Mercy didn't pursue him as he created space.

"When did you ever see me try to convince anyone of anything, Til?" She shrugged but kept her eyes on him. Tilon wasn't a joke, he had a way of turning a situation to his advantage when you least expected it. Mercy was a lot of things, but she didn't forge her reputation out of underestimating her opponents.

"I am just saying what I am here for. If you want to try and stop me? Go ahead. But I am not alone here..." Which was an interesting experience. Not being alone, being part of a collective of people trying to accomplish goals.

Made things much easier.

"While we are here, what do you think all those other Sith are doing? No matter if you manage to beat me... those kids will be gone. What's the point, Til?"

Then she took a step forward, just one, testing the pressure.

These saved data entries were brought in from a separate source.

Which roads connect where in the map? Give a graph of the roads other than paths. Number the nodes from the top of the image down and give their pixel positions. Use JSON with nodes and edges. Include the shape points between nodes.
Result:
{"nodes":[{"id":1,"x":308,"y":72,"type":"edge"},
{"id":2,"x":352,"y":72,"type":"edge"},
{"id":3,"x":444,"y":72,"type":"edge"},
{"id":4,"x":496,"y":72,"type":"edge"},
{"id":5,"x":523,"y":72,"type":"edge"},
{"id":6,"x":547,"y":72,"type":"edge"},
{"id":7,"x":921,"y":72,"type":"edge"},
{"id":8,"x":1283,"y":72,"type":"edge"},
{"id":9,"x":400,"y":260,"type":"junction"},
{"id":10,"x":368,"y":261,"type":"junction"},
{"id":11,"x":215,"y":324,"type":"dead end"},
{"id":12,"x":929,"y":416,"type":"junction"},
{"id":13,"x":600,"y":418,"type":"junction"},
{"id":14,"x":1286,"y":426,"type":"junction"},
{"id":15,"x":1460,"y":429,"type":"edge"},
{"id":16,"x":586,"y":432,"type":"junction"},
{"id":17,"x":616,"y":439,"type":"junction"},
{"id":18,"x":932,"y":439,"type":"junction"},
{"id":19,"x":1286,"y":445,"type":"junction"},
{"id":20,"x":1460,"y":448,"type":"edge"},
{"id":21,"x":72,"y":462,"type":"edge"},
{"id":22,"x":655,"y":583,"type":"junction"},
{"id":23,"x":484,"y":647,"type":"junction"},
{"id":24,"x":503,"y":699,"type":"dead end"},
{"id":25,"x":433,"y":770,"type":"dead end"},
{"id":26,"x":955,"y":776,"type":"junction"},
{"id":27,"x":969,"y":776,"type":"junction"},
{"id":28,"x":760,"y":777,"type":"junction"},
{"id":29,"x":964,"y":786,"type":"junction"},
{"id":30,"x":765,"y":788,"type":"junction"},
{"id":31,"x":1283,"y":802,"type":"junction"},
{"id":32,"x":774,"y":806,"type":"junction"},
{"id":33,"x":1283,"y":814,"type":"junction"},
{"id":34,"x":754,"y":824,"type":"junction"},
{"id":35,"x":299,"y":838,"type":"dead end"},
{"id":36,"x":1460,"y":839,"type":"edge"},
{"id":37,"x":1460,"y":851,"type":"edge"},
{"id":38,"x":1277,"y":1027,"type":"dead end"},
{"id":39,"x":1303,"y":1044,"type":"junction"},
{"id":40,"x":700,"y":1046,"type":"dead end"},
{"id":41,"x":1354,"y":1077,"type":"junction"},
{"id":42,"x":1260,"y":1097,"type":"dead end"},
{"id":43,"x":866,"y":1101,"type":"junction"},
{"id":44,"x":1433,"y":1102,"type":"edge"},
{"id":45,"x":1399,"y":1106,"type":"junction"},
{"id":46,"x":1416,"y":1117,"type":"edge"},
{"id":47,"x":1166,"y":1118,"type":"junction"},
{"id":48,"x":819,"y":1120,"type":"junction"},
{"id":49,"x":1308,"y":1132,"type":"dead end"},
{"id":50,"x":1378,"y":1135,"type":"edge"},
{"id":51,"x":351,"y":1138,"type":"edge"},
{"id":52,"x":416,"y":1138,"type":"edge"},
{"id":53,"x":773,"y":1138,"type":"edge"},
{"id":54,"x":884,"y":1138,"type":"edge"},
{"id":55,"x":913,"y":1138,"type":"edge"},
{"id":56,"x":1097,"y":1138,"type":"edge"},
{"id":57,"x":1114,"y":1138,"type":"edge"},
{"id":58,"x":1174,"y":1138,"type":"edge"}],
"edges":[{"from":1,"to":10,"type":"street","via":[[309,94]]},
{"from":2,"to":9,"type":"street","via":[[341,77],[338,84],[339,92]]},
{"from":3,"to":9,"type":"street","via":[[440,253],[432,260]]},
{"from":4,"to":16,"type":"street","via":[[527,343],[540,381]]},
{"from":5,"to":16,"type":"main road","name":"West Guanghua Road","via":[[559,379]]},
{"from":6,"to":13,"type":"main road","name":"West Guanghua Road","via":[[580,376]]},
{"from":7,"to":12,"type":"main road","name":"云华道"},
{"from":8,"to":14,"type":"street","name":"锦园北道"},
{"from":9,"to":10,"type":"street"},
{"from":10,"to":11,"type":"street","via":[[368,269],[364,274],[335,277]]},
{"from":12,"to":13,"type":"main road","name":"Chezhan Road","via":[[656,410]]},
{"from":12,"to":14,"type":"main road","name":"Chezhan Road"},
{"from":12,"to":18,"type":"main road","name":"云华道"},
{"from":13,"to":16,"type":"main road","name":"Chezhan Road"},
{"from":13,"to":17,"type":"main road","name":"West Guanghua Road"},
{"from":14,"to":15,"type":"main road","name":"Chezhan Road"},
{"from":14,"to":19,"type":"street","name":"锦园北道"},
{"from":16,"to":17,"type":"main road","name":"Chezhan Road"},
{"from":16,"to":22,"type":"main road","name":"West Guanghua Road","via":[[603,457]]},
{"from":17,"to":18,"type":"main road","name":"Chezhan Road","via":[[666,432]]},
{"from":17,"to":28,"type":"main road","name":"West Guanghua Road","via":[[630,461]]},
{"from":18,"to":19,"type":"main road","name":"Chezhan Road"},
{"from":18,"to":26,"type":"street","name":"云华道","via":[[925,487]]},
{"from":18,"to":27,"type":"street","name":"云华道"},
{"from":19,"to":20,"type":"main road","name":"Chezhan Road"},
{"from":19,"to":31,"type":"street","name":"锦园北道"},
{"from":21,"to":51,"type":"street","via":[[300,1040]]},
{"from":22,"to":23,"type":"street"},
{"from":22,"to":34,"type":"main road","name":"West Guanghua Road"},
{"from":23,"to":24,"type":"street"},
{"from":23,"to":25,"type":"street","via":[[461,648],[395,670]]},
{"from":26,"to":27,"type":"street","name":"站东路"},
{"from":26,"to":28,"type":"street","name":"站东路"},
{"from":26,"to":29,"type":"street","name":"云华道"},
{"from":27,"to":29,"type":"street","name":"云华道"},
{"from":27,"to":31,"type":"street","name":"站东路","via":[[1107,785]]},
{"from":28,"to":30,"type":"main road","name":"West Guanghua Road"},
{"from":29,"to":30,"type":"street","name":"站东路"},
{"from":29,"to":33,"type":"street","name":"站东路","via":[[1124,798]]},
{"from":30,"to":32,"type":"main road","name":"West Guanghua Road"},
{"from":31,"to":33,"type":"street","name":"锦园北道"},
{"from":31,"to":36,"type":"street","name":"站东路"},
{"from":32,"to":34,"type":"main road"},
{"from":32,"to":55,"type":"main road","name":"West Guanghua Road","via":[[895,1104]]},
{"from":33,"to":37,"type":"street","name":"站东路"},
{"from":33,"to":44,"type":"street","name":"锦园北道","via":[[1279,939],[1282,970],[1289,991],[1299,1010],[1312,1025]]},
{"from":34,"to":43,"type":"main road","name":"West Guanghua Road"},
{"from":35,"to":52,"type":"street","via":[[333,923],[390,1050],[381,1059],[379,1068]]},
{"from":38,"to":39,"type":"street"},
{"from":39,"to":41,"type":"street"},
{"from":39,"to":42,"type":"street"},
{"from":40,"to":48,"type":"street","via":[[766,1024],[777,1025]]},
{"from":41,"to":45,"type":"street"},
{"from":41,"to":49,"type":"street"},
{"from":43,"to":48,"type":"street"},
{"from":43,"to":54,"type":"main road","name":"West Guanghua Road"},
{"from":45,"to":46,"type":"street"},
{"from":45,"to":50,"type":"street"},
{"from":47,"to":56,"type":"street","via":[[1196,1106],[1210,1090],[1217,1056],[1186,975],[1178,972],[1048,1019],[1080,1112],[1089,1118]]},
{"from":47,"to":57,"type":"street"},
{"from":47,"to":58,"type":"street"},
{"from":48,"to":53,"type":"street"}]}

"If you stopped trying to be a Jedi for a moment, you'd see the obvious way of making sure those kids are safe."

Tilon Quill Tilon Quill
 

Tilon Quill

Don't worry kid it's not real
"Oh, I'd see about five ways, starting with the nasty ones. And that's assuming your crew even takes any kids." The chaos of the broader battle was more than background noise, it was the wind of fast-moving vehicles, distant concussions, odd bits of shrapnel thunking into the beach. " Mercy Mercy , there's half a dozen languages on the airwaves. Kattada's networked to the hilt. Everyone showed up."

This is good. Keep her talking. Longer she talks, the longer the others have to stop the raid, and maybe she just leaves. Longer she talks, longer you've got alive.

But take it seriously on its merits. She'll know for sure if you don't. It'll be obvious.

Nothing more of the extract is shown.